The latest crypto market crash has seen the stocks of crypto-related companies take a sharp dive.
Business intelligence company MicroStrategy’s (MSTR) stock led the selloff, plunging 28% in premarket trading today. This is the largest drop in the company’s stock over the past five years.
MicroStrategy’s stock was trading at $152.06 at press time. This price denotes a 72.5% loss year to date and an 87.3% drop from its all-time high of $1,196.01 on February 10, 2021.
The massive drop in the day comes after Bitcoin (BTC) lost critical support levels and fell below $23,000. MicroStrategy, headed by CEO Michael Saylor — a big proponent of Bitcoin, has invested billions in purchasing its Bitcoin (BTC) holdings, which currently exceed 129,000 tokens.
Apart from MicroStrategy, the stocks of leading crypto players like Marathon Digital Holdings (MARA), Riot Blockchain (RIOT), and Coinbase Global (COIN) are all down more than 13%.
The lackluster performance in the stocks of crypto-related companies comes after the latest crypto market crash, which started Friday, June 10, after the U.S. Department of Labor released the latest Consumer Price Index (CPI) data, indicating rising inflation.
This crash has seen the capitalization of the digital asset market slump to $968.21 billion, breaching the $1 trillion mark for the first time in more than a year.

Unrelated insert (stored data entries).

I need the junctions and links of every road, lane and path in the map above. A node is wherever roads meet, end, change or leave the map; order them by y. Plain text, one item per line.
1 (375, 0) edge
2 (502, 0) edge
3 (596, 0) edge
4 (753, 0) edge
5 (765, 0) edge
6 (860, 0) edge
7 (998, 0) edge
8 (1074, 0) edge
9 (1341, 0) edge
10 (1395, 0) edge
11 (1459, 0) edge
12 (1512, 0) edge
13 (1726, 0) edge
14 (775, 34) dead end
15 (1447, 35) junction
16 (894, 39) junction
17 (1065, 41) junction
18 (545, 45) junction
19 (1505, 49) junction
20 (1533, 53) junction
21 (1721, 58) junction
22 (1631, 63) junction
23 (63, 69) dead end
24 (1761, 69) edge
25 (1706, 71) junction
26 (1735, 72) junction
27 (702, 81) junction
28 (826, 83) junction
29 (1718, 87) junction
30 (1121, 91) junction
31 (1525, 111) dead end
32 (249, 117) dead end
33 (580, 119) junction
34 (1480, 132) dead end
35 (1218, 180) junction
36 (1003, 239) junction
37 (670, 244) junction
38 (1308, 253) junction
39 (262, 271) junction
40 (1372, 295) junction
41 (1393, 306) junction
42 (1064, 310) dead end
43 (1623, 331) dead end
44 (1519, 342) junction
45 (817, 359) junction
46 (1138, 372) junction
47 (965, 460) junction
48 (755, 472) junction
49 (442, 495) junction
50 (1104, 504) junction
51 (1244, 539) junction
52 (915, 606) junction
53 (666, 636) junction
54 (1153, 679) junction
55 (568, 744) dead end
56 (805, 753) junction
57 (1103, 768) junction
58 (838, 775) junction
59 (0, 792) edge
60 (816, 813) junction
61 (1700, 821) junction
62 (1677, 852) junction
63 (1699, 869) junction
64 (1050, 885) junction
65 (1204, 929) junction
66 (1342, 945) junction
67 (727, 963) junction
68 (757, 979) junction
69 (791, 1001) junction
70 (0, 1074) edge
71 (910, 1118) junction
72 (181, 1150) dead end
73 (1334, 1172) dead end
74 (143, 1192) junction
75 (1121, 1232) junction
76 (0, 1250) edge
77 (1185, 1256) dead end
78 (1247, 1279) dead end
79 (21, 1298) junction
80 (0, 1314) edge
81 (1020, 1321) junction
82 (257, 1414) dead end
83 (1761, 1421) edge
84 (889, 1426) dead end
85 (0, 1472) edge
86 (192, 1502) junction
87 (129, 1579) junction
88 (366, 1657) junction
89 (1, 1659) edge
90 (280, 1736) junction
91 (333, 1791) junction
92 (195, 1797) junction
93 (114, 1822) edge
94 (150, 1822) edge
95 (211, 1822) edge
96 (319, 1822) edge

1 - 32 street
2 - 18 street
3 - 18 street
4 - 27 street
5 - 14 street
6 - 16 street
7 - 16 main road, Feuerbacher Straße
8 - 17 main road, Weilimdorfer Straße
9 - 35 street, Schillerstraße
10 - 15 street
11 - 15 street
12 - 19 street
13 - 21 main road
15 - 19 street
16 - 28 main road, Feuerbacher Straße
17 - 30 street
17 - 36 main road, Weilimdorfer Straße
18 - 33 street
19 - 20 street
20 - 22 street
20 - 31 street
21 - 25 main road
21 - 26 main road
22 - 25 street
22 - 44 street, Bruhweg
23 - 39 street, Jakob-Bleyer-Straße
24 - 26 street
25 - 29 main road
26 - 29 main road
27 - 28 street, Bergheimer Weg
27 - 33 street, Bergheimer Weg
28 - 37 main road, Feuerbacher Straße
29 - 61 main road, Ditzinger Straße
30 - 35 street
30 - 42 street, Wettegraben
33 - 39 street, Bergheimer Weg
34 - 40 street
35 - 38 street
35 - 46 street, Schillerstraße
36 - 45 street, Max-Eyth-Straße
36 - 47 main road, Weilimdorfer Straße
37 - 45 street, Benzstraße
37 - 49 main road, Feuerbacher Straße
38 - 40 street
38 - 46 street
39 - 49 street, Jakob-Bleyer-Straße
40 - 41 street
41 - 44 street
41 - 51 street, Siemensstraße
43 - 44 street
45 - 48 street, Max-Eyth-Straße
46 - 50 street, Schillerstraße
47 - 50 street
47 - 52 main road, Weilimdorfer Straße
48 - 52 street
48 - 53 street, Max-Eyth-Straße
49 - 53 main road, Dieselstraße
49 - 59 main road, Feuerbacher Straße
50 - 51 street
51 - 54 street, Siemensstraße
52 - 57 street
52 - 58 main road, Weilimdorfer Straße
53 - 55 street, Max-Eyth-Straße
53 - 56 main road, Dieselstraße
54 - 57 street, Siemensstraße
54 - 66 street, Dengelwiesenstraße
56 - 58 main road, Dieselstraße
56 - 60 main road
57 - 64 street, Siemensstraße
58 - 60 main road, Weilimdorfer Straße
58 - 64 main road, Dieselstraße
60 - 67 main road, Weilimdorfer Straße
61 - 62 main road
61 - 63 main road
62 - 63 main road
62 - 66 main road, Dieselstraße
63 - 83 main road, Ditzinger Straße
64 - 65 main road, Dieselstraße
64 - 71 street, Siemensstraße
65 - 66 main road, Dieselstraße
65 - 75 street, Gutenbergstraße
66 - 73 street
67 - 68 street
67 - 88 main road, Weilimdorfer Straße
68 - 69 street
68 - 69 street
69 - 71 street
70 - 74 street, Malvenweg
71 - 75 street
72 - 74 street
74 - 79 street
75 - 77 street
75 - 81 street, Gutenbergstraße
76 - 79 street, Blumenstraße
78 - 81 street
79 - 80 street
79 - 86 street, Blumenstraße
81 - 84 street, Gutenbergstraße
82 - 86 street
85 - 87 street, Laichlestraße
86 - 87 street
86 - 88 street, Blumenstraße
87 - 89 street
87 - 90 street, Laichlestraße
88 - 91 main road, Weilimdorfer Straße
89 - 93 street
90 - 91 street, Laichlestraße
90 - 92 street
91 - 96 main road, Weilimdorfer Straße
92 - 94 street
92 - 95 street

Bitcoin (BTC), the largest crypto by capitalization, is trading at $23,462, its lowest level in over 18 months.
Traders continue dumping risky assets
Explaining the sharp decline in the prices of cryptocurrencies and crypto-related stocks, Susannah Streeter, the Senior Investment and Markets Analyst at Hargreaves Lansdown, said:
Crypto fans have become used to volatile rides, but these rollercoaster descents are increasingly hard to stomach. With the era of cheap money coming rapidly to an end, traders are becoming much more risk averse and turning their backs on crypto assets.
Traders have been increasingly dumping crypto after the clastarted abandoning crypto after the collapse of TerraUSD (UST) and Terra (LUNA). The collapse saw the Terra ecosystem lose over $40 billion within a week.
Before the Terra issue could die down, Celsius Network announced that it had suspended withdrawals, swaps, and transfers on its platform, citing extreme market conditions. This announcement saw investors pull back as fears of losing their investments became more apparent.
With many users moving funds to cold storage systems, Binance also paused withdrawals, claiming several transactions with low gas fees resulted in a backlog in the BTC network.
However, this explanation did not sit well with the crypto community, which accused the exchange of pausing withdrawals to protect people from selling their holdings, which could result in liquidity problems similar to Celsius Network.